TASK DETAILS:
When you find the line that contains "Road topology of", restate it and all lines after it exactly, stopping at the end of the material.
::::
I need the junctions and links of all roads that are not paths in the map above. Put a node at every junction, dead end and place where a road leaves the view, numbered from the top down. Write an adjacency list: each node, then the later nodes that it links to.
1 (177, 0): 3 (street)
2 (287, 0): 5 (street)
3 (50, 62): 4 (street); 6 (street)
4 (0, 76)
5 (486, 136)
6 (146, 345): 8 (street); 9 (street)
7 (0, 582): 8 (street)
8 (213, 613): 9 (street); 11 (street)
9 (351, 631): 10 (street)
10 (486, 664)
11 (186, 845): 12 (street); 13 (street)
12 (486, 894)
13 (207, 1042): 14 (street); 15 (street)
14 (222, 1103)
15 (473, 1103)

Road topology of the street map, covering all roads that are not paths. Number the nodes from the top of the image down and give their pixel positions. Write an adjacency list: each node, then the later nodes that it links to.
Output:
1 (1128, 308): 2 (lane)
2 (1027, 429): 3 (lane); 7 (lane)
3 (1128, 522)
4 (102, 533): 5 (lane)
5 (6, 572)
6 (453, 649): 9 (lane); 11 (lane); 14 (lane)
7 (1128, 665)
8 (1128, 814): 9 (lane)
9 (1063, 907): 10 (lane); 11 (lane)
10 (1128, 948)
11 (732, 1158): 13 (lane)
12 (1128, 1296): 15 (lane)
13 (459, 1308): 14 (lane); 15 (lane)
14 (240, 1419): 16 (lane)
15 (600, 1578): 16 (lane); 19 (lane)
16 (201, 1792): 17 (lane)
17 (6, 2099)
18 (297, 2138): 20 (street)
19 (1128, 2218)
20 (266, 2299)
::::
REPLY:
Road topology of the street map, covering all roads that are not paths. Number the nodes from the top of the image down and give their pixel positions. Write an adjacency list: each node, then the later nodes that it links to.
Output:
1 (1128, 308): 2 (lane)
2 (1027, 429): 3 (lane); 7 (lane)
3 (1128, 522)
4 (102, 533): 5 (lane)
5 (6, 572)
6 (453, 649): 9 (lane); 11 (lane); 14 (lane)
7 (1128, 665)
8 (1128, 814): 9 (lane)
9 (1063, 907): 10 (lane); 11 (lane)
10 (1128, 948)
11 (732, 1158): 13 (lane)
12 (1128, 1296): 15 (lane)
13 (459, 1308): 14 (lane); 15 (lane)
14 (240, 1419): 16 (lane)
15 (600, 1578): 16 (lane); 19 (lane)
16 (201, 1792): 17 (lane)
17 (6, 2099)
18 (297, 2138): 20 (street)
19 (1128, 2218)
20 (266, 2299)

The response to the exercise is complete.